_About this task_:
Among the lines below, count those with "dead". Give the total alone.

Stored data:
========================================
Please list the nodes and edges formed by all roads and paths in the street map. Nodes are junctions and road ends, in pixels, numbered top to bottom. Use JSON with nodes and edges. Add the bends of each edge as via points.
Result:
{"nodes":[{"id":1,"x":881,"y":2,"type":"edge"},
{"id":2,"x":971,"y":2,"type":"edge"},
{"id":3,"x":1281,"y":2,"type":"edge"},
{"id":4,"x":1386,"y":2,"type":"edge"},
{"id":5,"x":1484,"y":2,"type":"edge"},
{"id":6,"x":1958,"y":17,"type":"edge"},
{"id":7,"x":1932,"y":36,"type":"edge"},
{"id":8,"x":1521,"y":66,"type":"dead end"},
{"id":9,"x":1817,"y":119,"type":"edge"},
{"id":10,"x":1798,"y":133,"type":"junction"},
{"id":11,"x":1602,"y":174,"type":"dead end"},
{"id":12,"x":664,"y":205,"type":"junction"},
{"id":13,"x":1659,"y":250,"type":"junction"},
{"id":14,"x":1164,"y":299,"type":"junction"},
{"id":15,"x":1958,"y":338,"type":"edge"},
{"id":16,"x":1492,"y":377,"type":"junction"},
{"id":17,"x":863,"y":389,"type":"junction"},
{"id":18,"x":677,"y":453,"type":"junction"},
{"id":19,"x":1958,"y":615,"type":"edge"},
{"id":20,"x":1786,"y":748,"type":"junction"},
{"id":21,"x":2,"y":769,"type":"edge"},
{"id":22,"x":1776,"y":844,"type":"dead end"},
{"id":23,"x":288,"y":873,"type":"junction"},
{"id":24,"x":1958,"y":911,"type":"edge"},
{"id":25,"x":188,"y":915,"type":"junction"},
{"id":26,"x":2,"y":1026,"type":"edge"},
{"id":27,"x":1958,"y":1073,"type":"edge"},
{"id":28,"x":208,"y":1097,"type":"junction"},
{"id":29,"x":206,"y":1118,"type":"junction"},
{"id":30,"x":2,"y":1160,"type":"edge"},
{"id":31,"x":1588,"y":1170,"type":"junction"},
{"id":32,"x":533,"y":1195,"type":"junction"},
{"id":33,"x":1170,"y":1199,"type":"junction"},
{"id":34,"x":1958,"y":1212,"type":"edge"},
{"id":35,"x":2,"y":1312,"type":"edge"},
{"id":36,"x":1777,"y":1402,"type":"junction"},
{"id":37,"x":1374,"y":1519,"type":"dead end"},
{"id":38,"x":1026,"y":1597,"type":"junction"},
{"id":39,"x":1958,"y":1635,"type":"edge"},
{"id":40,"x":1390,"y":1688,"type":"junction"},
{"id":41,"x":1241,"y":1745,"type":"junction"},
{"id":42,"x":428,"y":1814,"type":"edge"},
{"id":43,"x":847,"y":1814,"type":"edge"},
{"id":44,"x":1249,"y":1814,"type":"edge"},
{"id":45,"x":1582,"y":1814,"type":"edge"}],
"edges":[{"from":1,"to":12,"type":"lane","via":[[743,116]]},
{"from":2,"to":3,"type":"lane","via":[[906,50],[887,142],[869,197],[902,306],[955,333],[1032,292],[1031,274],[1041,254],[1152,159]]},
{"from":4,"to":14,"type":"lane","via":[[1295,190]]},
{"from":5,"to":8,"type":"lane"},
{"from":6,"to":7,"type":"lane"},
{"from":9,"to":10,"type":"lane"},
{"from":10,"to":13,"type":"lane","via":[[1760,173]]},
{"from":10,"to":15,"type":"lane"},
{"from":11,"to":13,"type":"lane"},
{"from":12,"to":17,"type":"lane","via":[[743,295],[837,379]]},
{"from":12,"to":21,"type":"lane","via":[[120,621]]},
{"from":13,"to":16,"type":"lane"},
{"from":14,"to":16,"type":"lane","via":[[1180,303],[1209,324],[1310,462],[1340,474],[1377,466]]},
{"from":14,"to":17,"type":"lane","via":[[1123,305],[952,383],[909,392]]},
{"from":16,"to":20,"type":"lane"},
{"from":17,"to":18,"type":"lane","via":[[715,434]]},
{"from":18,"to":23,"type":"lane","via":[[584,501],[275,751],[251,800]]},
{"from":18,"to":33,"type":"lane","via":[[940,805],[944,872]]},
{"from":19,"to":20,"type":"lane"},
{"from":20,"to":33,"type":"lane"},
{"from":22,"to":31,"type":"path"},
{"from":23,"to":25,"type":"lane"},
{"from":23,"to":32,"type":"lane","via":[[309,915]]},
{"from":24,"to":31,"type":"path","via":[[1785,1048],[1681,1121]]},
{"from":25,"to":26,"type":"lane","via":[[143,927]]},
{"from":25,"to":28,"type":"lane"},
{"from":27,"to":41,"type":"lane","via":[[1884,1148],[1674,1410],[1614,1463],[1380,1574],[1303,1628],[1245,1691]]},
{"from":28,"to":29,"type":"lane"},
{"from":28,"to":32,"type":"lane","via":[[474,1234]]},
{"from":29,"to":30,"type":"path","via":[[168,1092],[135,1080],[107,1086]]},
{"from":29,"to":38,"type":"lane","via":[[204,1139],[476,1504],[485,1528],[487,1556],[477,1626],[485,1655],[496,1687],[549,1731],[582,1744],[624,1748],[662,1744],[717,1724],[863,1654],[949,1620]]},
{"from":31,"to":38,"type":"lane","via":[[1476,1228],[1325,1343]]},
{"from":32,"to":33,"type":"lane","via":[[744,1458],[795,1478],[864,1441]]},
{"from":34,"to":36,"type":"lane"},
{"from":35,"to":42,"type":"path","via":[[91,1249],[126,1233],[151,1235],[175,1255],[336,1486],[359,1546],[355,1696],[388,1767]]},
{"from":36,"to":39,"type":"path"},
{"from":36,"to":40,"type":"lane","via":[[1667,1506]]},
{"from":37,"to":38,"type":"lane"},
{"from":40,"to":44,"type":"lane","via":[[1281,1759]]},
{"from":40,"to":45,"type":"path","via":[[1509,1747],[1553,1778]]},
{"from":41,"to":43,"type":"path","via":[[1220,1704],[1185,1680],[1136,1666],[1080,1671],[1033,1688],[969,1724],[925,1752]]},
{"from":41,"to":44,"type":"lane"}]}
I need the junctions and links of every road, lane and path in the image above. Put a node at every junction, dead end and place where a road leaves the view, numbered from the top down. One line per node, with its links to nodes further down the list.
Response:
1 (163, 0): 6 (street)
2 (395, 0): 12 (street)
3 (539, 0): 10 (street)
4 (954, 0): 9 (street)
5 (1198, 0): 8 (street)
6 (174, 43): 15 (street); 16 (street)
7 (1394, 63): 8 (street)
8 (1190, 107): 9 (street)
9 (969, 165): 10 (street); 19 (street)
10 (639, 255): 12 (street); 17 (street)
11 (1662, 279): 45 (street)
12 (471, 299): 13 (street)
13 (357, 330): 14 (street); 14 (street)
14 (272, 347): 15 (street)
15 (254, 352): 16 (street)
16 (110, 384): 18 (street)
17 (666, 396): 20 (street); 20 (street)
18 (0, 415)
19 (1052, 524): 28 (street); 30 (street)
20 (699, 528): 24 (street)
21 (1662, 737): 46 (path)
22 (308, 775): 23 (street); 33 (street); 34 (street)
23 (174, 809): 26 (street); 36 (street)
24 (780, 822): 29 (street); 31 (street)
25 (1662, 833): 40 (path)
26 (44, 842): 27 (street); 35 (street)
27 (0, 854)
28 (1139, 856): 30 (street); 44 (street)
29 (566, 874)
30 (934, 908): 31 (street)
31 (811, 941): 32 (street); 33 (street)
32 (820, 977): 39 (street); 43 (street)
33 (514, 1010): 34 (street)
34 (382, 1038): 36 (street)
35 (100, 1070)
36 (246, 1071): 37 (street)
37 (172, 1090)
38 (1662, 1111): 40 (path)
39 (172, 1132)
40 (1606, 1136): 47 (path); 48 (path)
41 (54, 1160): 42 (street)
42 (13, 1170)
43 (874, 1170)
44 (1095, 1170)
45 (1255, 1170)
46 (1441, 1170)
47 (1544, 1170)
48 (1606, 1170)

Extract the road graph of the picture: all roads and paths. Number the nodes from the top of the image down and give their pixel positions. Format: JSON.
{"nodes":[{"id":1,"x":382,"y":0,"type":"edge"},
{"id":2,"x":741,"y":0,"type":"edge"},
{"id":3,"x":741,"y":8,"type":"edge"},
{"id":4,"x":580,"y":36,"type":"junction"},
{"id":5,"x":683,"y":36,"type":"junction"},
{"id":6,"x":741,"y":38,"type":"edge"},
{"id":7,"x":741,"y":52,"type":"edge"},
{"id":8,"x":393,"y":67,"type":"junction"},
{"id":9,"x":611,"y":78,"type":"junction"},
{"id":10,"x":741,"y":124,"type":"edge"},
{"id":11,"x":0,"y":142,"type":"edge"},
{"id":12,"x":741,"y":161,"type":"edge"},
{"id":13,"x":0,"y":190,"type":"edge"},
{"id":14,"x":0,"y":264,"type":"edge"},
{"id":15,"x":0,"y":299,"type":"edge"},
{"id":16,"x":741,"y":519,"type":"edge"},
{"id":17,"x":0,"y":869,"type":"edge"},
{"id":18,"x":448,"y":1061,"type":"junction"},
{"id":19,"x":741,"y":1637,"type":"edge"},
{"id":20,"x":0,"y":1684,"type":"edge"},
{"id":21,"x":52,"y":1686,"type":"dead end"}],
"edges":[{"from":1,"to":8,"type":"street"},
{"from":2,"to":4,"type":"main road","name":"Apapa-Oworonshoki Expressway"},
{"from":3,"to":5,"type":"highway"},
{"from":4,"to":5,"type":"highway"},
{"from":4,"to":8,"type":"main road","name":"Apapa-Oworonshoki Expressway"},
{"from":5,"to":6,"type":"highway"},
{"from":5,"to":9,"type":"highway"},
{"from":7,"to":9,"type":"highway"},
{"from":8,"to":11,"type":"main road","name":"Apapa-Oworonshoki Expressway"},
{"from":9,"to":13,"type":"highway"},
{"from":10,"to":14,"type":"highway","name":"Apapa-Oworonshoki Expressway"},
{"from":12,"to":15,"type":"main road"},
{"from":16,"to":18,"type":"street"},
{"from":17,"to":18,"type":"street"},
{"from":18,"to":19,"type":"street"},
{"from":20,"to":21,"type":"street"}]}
========================================
_Exercise response_:
6